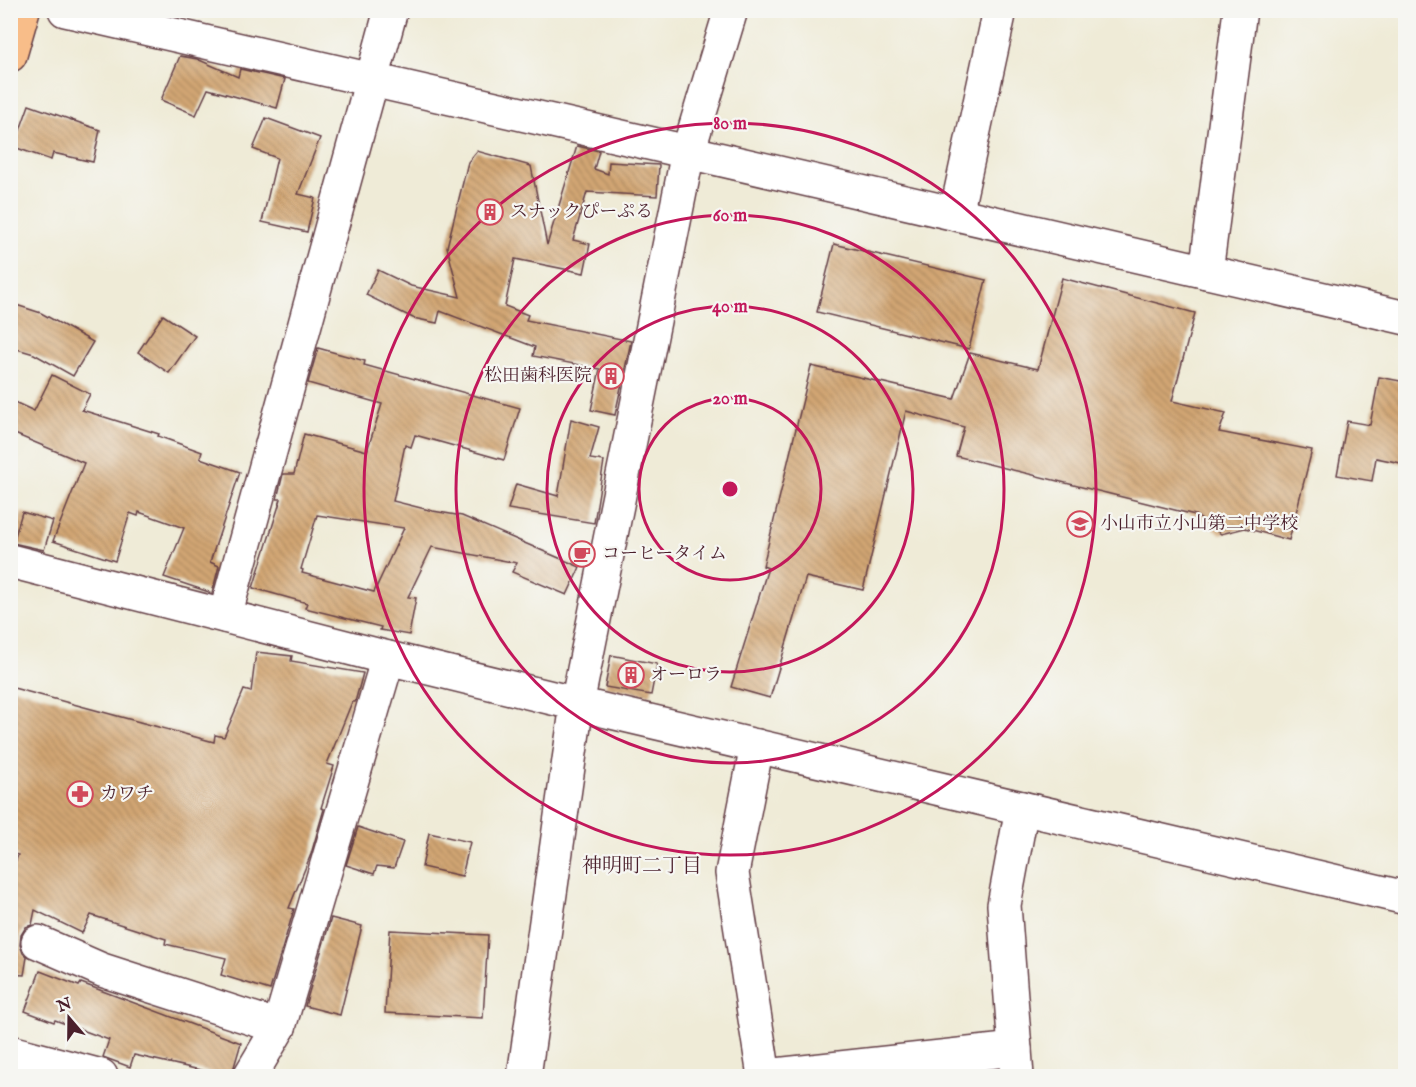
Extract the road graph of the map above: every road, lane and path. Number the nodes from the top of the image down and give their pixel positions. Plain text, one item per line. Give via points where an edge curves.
1 (23, 10) edge
2 (65, 10) edge
3 (391, 10) edge
4 (731, 10) edge
5 (1000, 10) edge
6 (1240, 10) edge
7 (10, 55) edge
8 (373, 80) junction
9 (688, 152) junction
10 (956, 214) junction
11 (1206, 272) junction
12 (1406, 318) edge
13 (10, 561) edge
14 (225, 615) junction
15 (388, 658) junction
16 (577, 704) junction
17 (757, 746) junction
18 (1022, 807) junction
19 (1406, 898) edge
20 (38, 942) dead end
21 (279, 1027) junction
22 (10, 1052) edge
23 (1016, 1063) edge
24 (101, 1077) edge
25 (250, 1077) edge
26 (524, 1077) edge
27 (765, 1077) edge

1 - 7 highway
2 - 8 street
3 - 8 street
4 - 9 street
5 - 10 street
6 - 11 street
8 - 9 street
8 - 14 street
9 - 10 street
9 - 16 street
10 - 11 street
11 - 12 street
13 - 14 street
14 - 15 street
15 - 16 street
15 - 21 street
16 - 17 street
16 - 26 street
17 - 18 street
17 - 27 street via 732,873
18 - 19 street
18 - 23 street via 1004,905
20 - 21 street via 102,970
21 - 25 street
22 - 24 street
23 - 27 street

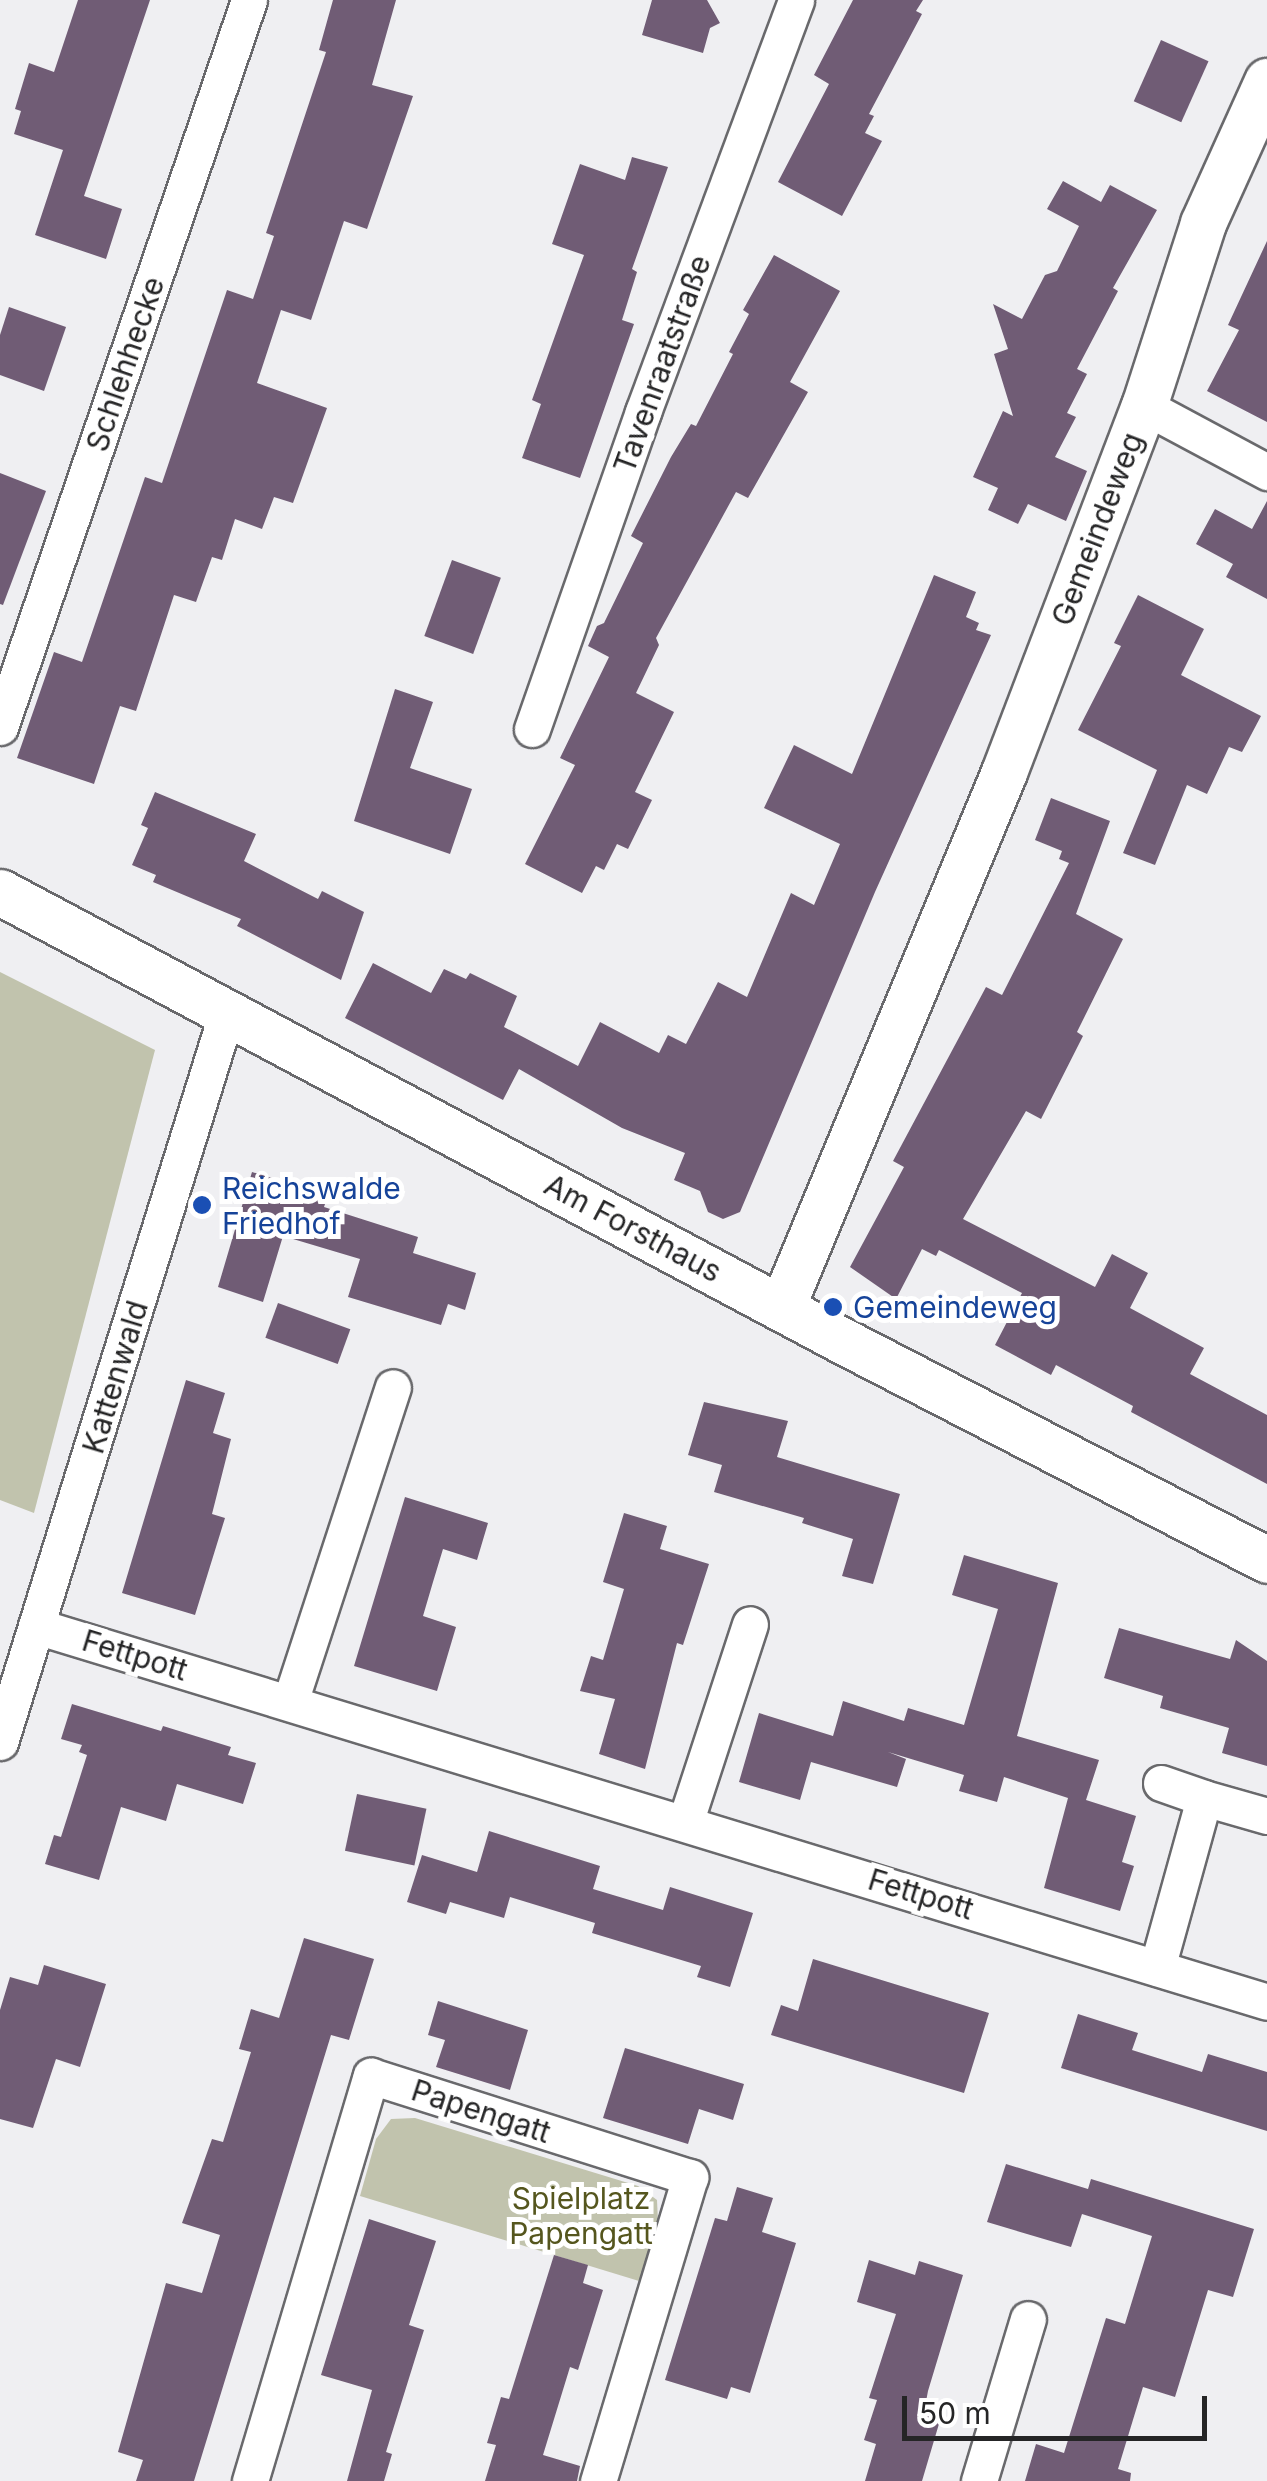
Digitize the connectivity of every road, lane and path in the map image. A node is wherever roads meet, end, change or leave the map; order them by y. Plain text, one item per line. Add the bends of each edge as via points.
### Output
1 (249, 0) edge
2 (796, 0) edge
3 (1267, 81) edge
4 (1144, 406) junction
5 (1267, 472) edge
6 (0, 727) edge
7 (532, 729) dead end
8 (0, 892) edge
9 (227, 1012) junction
10 (782, 1307) junction
11 (393, 1387) dead end
12 (1267, 1560) edge
13 (750, 1624) dead end
14 (36, 1626) junction
15 (290, 1702) junction
16 (0, 1742) edge
17 (1161, 1783) dead end
18 (1204, 1798) junction
19 (1267, 1816) edge
20 (686, 1823) junction
21 (1157, 1968) junction
22 (1267, 2002) edge
23 (1028, 2318) dead end
24 (250, 2481) edge
25 (598, 2481) edge
26 (979, 2481) edge

1 - 6 street, Schlehhecke
2 - 7 street, Tavenraatstraße
3 - 4 street, Gemeindeweg via 1203,223
4 - 5 street
4 - 10 street, Gemeindeweg via 1004,772
8 - 9 street, Am Forsthaus
9 - 10 street, Am Forsthaus
9 - 14 street, Kattenwald
10 - 12 street, Am Forsthaus
11 - 15 street
13 - 20 street
14 - 15 street, Fettpott
14 - 16 street, Kattenwald
15 - 20 street, Fettpott
17 - 18 street
18 - 19 street
18 - 21 street
20 - 21 street, Fettpott
21 - 22 street, Fettpott
23 - 26 street
24 - 25 street, Papengatt via 371,2076 690,2177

• • • •

* **Work instruction**
From the first line to the last, retype the material exactly and exclude the pictures.

* **Exercise solution**
Extract the road graph of the map above: every road, lane and path. Number the nodes from the top of the image down and give their pixel positions. Plain text, one item per line. Give via points where an edge curves.
1 (23, 10) edge
2 (65, 10) edge
3 (391, 10) edge
4 (731, 10) edge
5 (1000, 10) edge
6 (1240, 10) edge
7 (10, 55) edge
8 (373, 80) junction
9 (688, 152) junction
10 (956, 214) junction
11 (1206, 272) junction
12 (1406, 318) edge
13 (10, 561) edge
14 (225, 615) junction
15 (388, 658) junction
16 (577, 704) junction
17 (757, 746) junction
18 (1022, 807) junction
19 (1406, 898) edge
20 (38, 942) dead end
21 (279, 1027) junction
22 (10, 1052) edge
23 (1016, 1063) edge
24 (101, 1077) edge
25 (250, 1077) edge
26 (524, 1077) edge
27 (765, 1077) edge

1 - 7 highway
2 - 8 street
3 - 8 street
4 - 9 street
5 - 10 street
6 - 11 street
8 - 9 street
8 - 14 street
9 - 10 street
9 - 16 street
10 - 11 street
11 - 12 street
13 - 14 street
14 - 15 street
15 - 16 street
15 - 21 street
16 - 17 street
16 - 26 street
17 - 18 street
17 - 27 street via 732,873
18 - 19 street
18 - 23 street via 1004,905
20 - 21 street via 102,970
21 - 25 street
22 - 24 street
23 - 27 street

Digitize the connectivity of every road, lane and path in the map image. A node is wherever roads meet, end, change or leave the map; order them by y. Plain text, one item per line. Add the bends of each edge as via points.
### Output
1 (249, 0) edge
2 (796, 0) edge
3 (1267, 81) edge
4 (1144, 406) junction
5 (1267, 472) edge
6 (0, 727) edge
7 (532, 729) dead end
8 (0, 892) edge
9 (227, 1012) junction
10 (782, 1307) junction
11 (393, 1387) dead end
12 (1267, 1560) edge
13 (750, 1624) dead end
14 (36, 1626) junction
15 (290, 1702) junction
16 (0, 1742) edge
17 (1161, 1783) dead end
18 (1204, 1798) junction
19 (1267, 1816) edge
20 (686, 1823) junction
21 (1157, 1968) junction
22 (1267, 2002) edge
23 (1028, 2318) dead end
24 (250, 2481) edge
25 (598, 2481) edge
26 (979, 2481) edge

1 - 6 street, Schlehhecke
2 - 7 street, Tavenraatstraße
3 - 4 street, Gemeindeweg via 1203,223
4 - 5 street
4 - 10 street, Gemeindeweg via 1004,772
8 - 9 street, Am Forsthaus
9 - 10 street, Am Forsthaus
9 - 14 street, Kattenwald
10 - 12 street, Am Forsthaus
11 - 15 street
13 - 20 street
14 - 15 street, Fettpott
14 - 16 street, Kattenwald
15 - 20 street, Fettpott
17 - 18 street
18 - 19 street
18 - 21 street
20 - 21 street, Fettpott
21 - 22 street, Fettpott
23 - 26 street
24 - 25 street, Papengatt via 371,2076 690,2177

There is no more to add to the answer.